Un avis partagé par Dominique Toussaint : « Nous sommes là pour prendre date et lancer un appel aux acteurs de l’entreprise et aux acteurs publics tout en créant un cadre pour aller plus loin. Il faut qu’on soit à la hauteur des enjeux », précise le secrétaire général CFDT Grand Est.

DÉPASSER LES CLIVAGES

Quant à la nécessaire remise en route de l’économie, elle s’impose le plus rapidement possible, estiment tous les signataires, dans le respect strict des règles sanitaires et de sécurité édictées par le gouvernement.

« Il faut faire le distinguo entre les salariés qui ont la possibilité de travailler à distance, en télétravail. D’autres sont arrêtés et ceux qui continuent à travailler normalement. Nous devons ensemble créer les meilleures conditions de sécurité pour se protéger et protéger les autres. Je ne connais pas un chef d’entreprise qui ait envie de mettre en danger ses salariés, insiste Bruno Arcadipane. Notre démarche est concrète, factuelle, elle dépasse les clivages et les carcans habituels. Il faut soutenir le tissu économique dans ses grandes largeurs car il sera impératif que le rebond arrive le plus vite possible.
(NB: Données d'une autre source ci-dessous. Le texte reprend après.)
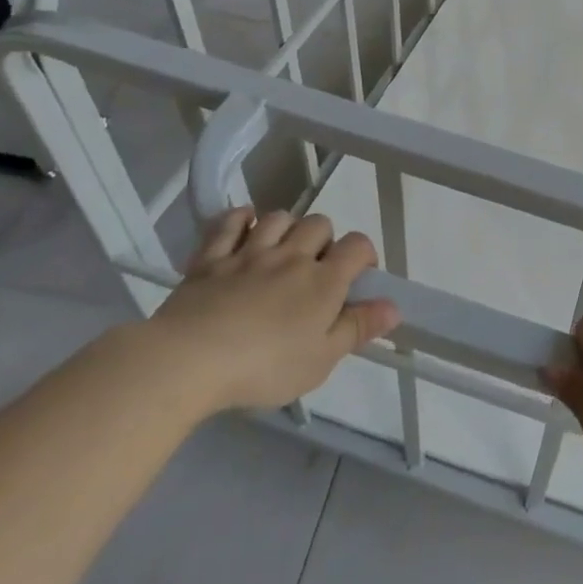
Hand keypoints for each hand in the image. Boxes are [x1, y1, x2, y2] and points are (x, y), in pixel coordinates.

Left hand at [141, 208, 398, 413]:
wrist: (188, 361)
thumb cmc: (264, 366)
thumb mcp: (321, 360)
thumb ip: (358, 328)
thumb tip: (394, 306)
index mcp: (324, 280)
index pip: (358, 245)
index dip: (364, 255)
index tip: (358, 278)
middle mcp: (292, 256)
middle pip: (320, 223)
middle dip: (324, 240)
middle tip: (315, 270)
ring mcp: (249, 252)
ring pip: (279, 217)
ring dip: (286, 228)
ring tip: (281, 251)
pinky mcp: (211, 258)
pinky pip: (229, 223)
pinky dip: (240, 219)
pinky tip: (244, 228)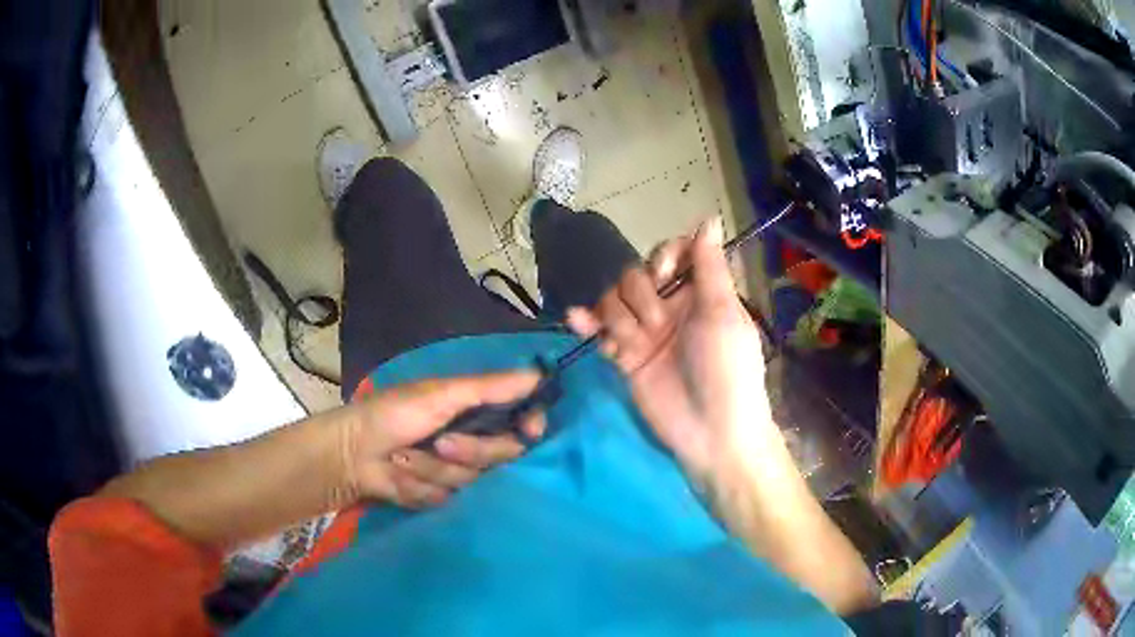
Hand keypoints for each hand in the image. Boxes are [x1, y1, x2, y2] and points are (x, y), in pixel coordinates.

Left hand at [342, 372, 545, 508]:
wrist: (352, 455)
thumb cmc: (394, 414)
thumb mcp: (441, 395)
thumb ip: (490, 388)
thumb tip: (540, 373)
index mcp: (478, 410)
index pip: (524, 419)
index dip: (531, 425)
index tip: (529, 429)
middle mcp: (475, 440)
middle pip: (505, 455)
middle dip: (471, 451)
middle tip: (439, 442)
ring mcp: (458, 471)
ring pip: (475, 479)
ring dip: (436, 469)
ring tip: (405, 457)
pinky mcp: (442, 496)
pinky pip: (451, 498)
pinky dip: (422, 486)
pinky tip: (401, 476)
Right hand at [566, 217, 773, 482]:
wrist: (712, 432)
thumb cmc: (727, 368)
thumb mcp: (723, 313)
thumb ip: (710, 266)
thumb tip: (708, 217)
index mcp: (699, 293)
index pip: (672, 254)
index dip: (663, 257)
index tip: (665, 273)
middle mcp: (670, 307)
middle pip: (637, 275)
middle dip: (641, 294)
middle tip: (657, 324)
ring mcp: (646, 333)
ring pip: (615, 301)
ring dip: (618, 316)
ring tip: (631, 343)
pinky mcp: (625, 358)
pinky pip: (600, 331)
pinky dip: (587, 324)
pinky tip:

Nous avons besoin de fournisseurs, de clients industriels, des sous-traitants et des sur-traitants », souligne le patron du Medef Grand Est, qui insiste aussi sur les manques en matières premières qui commencent à se faire ressentir.

Au sujet de certains conflits naissants entre syndicats et patronat dans certaines entreprises qui souhaitent faire redémarrer leur activité, « nous avons l’obligation de gérer une crise, nos entreprises et l’emploi de nos salariés », rappelle Paul Henry, président de l’U2P Grand Est. « Les conflits locaux doivent passer au second plan. Le pays tourne au ralenti, il faut que chacun retrouve ses marques ».

Pour Alain Kauffmann président de la CFTC Grand Est, les organisations ont entre leurs mains une grande responsabilité, « il y a eu un avant Covid-19 et il y aura un après. Et c’est dans l’après que tout le monde nous attend ».